The Mudcat Café TM
Thread #165570   Message #3981236
Posted By: Jim Carroll
10-Mar-19 - 06:19 AM
Thread Name: BS: Brexit #3: A futile gesture?
Subject: RE: BS: Brexit #3: A futile gesture?
A Friend just sent me this from one of teh Irish papers
Telling us what we already knew, of course
Jim
Science has dim view of Brexiteers’ brains
Jonathan Leake
Science Editor
It is a belief that some pro- Europeans already hold dear but a group of scientists now claim to have confirmed it: Brexit voters are less bright than remainers.
Researchers gave 11,225 volunteers psychological tests before the referendum and asked how they intended to vote. Results suggest that leavers tended to be less numerate, more impulsive and prone to accepting the unsupported claims of authoritarian figures.

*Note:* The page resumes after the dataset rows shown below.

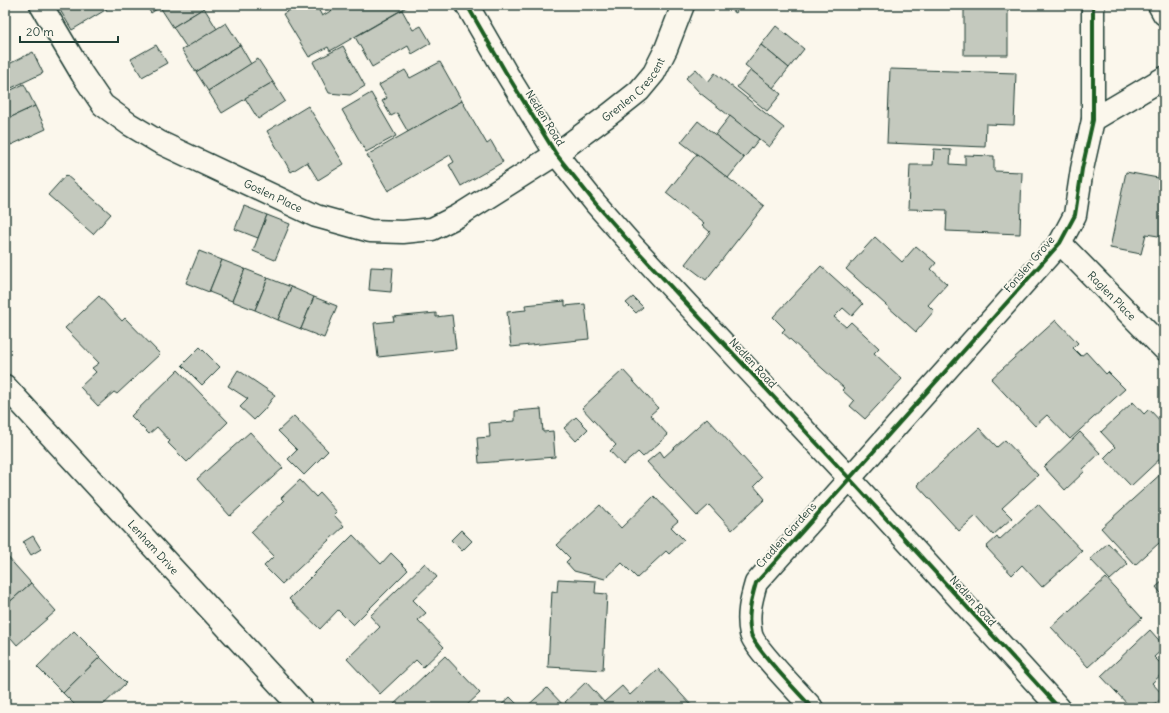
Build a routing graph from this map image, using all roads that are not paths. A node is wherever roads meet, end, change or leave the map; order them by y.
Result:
1 (40, 5) edge
2 (467, 5) edge
3 (683, 5) edge
4 (1093, 5) edge
5 (1159, 5) edge
6 (1164, 14) edge
7 (1164, 78) edge
8 (1093, 120) junction
9 (556, 154) junction
10 (1060, 243) junction
11 (1164, 349) edge
12 (5, 386) edge
13 (850, 479) junction
14 (301, 708) edge
15 (812, 708) edge
16 (1059, 708) edge

1 - 9 street, Goslen Place
2 - 9 street, Nedlen Road
3 - 9 street, Grenlen Crescent
4 - 8 street, Fonslen Grove
5 - 6 street
7 - 8 street
8 - 10 street, Fonslen Grove
9 - 13 street, Nedlen Road
10 - 11 street, Raglen Place
10 - 13 street, Fonslen Grove
12 - 14 street, Lenham Drive
13 - 15 street, Cradlen Gardens
13 - 16 street, Nedlen Road

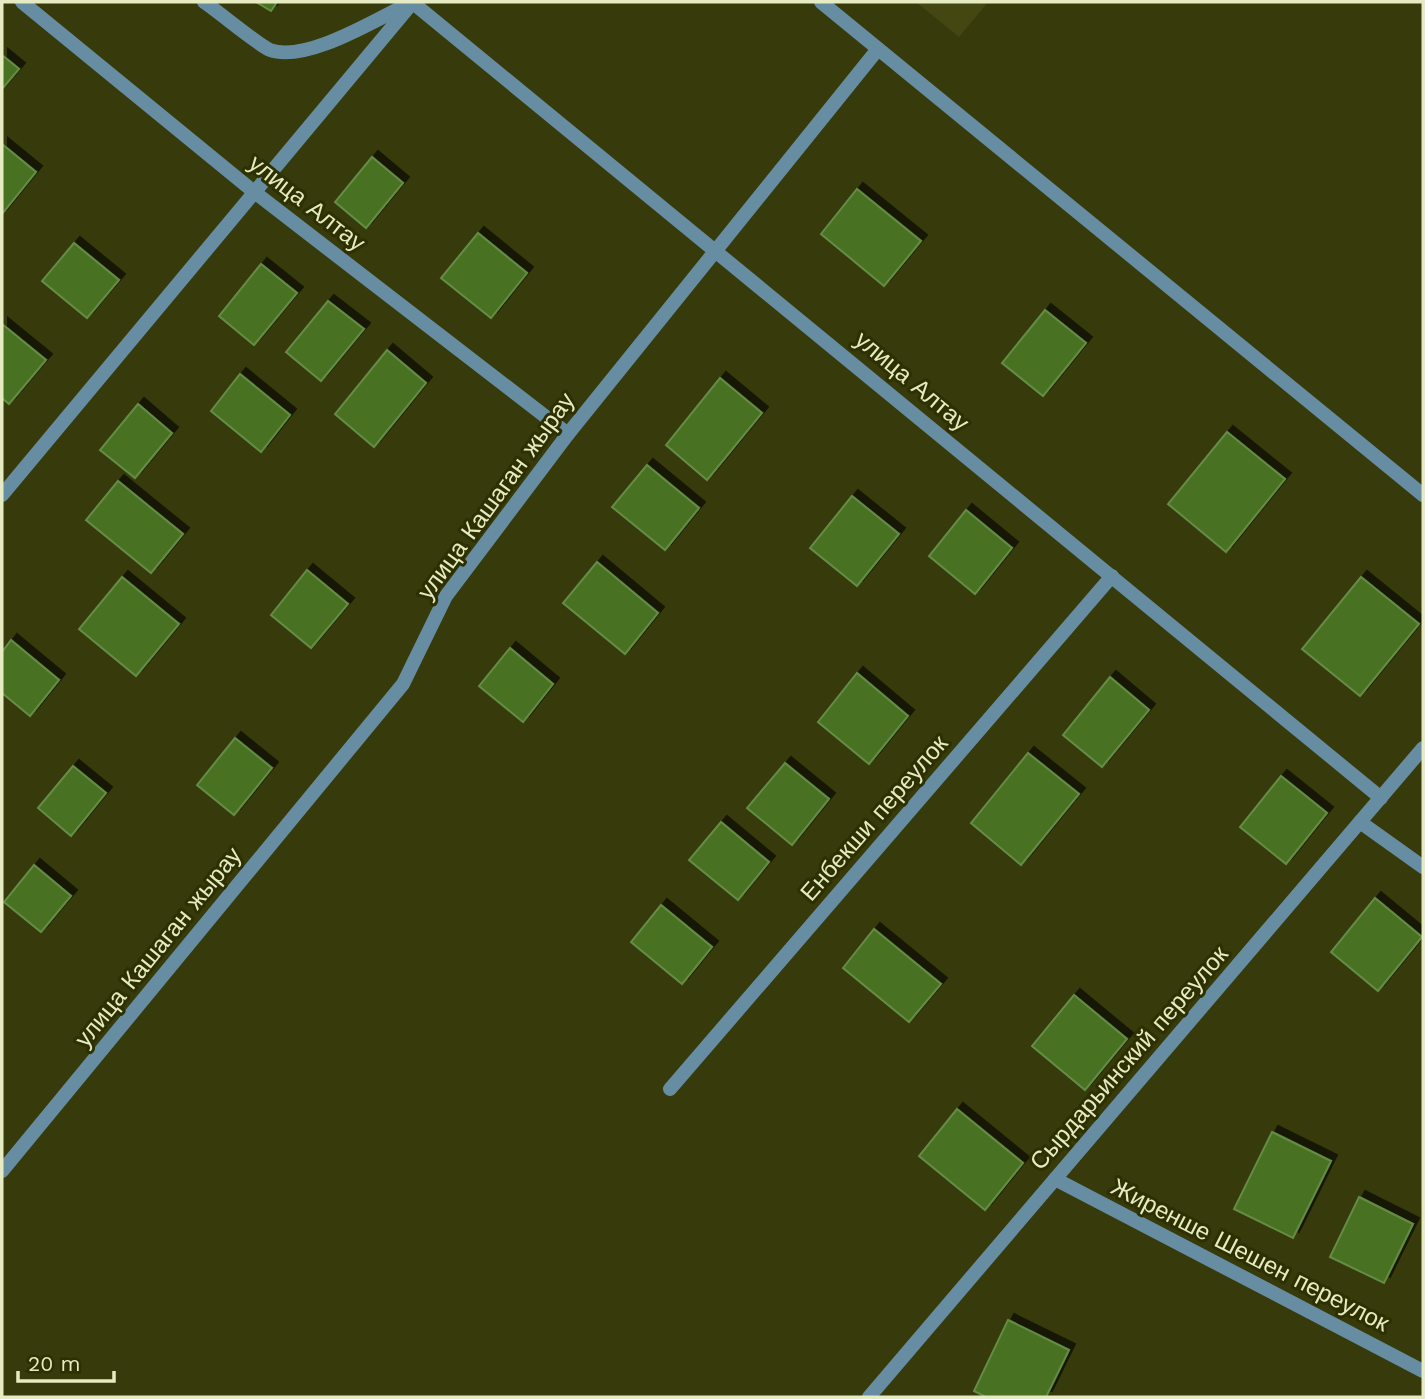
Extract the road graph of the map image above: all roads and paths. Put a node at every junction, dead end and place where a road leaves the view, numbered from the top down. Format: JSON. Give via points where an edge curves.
{"nodes":[{"id":1,"x":22,"y":2,"type":"edge"},
{"id":2,"x":204,"y":2,"type":"edge"},
{"id":3,"x":412,"y":2,"type":"edge"},
{"id":4,"x":821,"y":2,"type":"edge"},
{"id":5,"x":878,"y":49,"type":"junction"},
{"id":6,"x":253,"y":191,"type":"junction"},
{"id":7,"x":717,"y":249,"type":"junction"},
{"id":8,"x":568,"y":434,"type":"junction"},
{"id":9,"x":2,"y":495,"type":"edge"},
{"id":10,"x":1423,"y":495,"type":"edge"},
{"id":11,"x":1112,"y":576,"type":"junction"},
{"id":12,"x":1423,"y":748,"type":"edge"},
{"id":13,"x":1381,"y":798,"type":"junction"},
{"id":14,"x":1360,"y":822,"type":"junction"},
{"id":15,"x":1423,"y":867,"type":"edge"},
{"id":16,"x":670,"y":1089,"type":"dead end"},
{"id":17,"x":2,"y":1171,"type":"edge"},
{"id":18,"x":1055,"y":1180,"type":"junction"},
{"id":19,"x":1423,"y":1371,"type":"edge"},
{"id":20,"x":869,"y":1397,"type":"edge"}],
"edges":[{"from":1,"to":6,"type":"street","name":"улица Алтау"},
{"from":2,"to":3,"type":"street","via":[[268,49],[289,54],[313,48]]},
{"from":3,"to":6,"type":"street"},
{"from":3,"to":7,"type":"street","name":"улица Алтау"},
{"from":4,"to":5,"type":"street"},
{"from":5,"to":7,"type":"street","name":"улица Кашаган жырау"},
{"from":5,"to":10,"type":"street"},
{"from":6,"to":8,"type":"street","name":"улица Алтау"},
{"from":6,"to":9,"type":"street"},
{"from":7,"to":8,"type":"street","name":"улица Кашаган жырау"},
{"from":7,"to":11,"type":"street","name":"улица Алтау"},
{"from":8,"to":17,"type":"street","name":"улица Кашаган жырау","via":[[446,596],[403,684]]},
{"from":11,"to":13,"type":"street","name":"улица Алтау"},
{"from":11,"to":16,"type":"street","name":"Енбекши переулок"},
{"from":12,"to":13,"type":"street","name":"Сырдарьинский переулок"},
{"from":13,"to":14,"type":"street","name":"Сырдарьинский переулок"},
{"from":14,"to":15,"type":"street"},
{"from":14,"to":18,"type":"street","name":"Сырдарьинский переулок"},
{"from":18,"to":19,"type":"street","name":"Жиренше Шешен переулок"},
{"from":18,"to":20,"type":"street","name":"Сырдарьинский переулок"}]}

“Compared with remain voters, leave voters displayed significantly lower levels of numeracy and appeared more reliant on impulsive thinking,” said the researchers, based at the University of Missouri.
Social scientists are increasingly interested in how personality affects voting. Authoritarian people, who favour conformity and obedience, make up about a third of the population. In America, they account for a higher proportion of voters for Donald Trump.
The research suggests that there may be similar divides in the UK. “Participants expressing an intent to vote to leave reported significantly higher levels of authoritarianism and conscientiousness... than those voting to remain,”
researchers said in a paper submitted to the Public Library of Science journal.
Nigel Farage, the MEP and former Ukip leader, said the research was “divisive and arrogant. Remain voters may have higher IQs but I’m not sure many could boil an egg or set up a business. They are well primed for the public sector and living off the taxpayer. The authoritarianism line is strange as leave voters want to be free while remain voters back an undemocratic authoritarian regime. What you can’t measure in IQ tests is patriotism which is a strong driver with leavers. Whether that’s rational or not is a separate question.”
Perhaps the key finding, however, is not about the brain power of leavers and remainers but the risk of using referendums to decide complex issues. Many voters, the scientists conclude, “lack the skills to critically evaluate information... raising a fundamental question as to whether direct democracy in the form of binary, winner- takes-all, referendums is an appropriate mechanism for deciding complicated political issues.”